MATERIAL TO PROCESS section start

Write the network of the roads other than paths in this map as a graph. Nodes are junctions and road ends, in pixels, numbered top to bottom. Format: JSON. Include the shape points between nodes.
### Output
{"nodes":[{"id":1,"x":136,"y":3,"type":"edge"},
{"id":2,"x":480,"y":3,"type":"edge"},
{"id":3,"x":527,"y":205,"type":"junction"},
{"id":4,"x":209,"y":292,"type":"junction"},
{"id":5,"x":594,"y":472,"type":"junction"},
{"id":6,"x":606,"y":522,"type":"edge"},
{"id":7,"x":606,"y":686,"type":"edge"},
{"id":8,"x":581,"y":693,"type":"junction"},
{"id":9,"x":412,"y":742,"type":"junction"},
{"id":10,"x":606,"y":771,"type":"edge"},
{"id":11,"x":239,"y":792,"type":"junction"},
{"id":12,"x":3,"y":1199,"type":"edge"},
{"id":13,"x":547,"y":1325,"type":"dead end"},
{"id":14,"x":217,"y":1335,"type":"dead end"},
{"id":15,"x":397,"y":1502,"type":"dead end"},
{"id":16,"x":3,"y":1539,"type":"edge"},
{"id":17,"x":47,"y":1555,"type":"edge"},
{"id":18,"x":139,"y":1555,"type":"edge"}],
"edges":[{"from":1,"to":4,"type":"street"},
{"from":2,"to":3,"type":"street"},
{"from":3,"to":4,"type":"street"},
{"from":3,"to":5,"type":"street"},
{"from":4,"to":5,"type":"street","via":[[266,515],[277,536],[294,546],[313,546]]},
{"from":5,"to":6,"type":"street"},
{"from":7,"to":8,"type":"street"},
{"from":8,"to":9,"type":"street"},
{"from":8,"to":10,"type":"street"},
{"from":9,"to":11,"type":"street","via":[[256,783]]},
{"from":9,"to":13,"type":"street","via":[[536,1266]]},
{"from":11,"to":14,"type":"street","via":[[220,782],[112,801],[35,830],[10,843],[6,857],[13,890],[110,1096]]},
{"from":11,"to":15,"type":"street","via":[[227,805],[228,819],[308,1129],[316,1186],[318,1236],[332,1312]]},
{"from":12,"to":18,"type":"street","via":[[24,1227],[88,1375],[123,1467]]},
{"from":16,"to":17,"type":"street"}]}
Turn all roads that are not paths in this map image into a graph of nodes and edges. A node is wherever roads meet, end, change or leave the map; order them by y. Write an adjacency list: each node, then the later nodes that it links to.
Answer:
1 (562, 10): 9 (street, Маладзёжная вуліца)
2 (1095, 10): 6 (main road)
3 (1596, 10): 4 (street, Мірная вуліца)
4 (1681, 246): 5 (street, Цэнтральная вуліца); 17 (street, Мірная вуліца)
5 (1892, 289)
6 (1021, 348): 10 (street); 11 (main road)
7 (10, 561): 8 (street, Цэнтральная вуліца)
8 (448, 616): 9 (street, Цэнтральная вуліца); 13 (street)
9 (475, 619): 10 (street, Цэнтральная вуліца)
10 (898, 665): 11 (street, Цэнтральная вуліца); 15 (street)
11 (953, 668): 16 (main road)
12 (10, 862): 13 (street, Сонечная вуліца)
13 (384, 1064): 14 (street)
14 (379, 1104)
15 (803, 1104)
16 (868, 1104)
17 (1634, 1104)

MATERIAL TO PROCESS section end

> [EXERCISE DETAILS]: Repeat, exactly, every line from the one containing "Turn all roads" through the final line of the listing above, adding nothing.

> [OUTPUT BELOW]:
Turn all roads that are not paths in this map image into a graph of nodes and edges. A node is wherever roads meet, end, change or leave the map; order them by y. Write an adjacency list: each node, then the later nodes that it links to.
Answer:
1 (562, 10): 9 (street, Маладзёжная вуліца)
2 (1095, 10): 6 (main road)
3 (1596, 10): 4 (street, Мірная вуліца)
4 (1681, 246): 5 (street, Цэнтральная вуліца); 17 (street, Мірная вуліца)
5 (1892, 289)
6 (1021, 348): 10 (street); 11 (main road)
7 (10, 561): 8 (street, Цэнтральная вуліца)
8 (448, 616): 9 (street, Цэнтральная вуліца); 13 (street)
9 (475, 619): 10 (street, Цэнтральная вуліца)
10 (898, 665): 11 (street, Цэнтральная вуліца); 15 (street)
11 (953, 668): 16 (main road)
12 (10, 862): 13 (street, Сонечная вуліца)
13 (384, 1064): 14 (street)
14 (379, 1104)
15 (803, 1104)
16 (868, 1104)
17 (1634, 1104)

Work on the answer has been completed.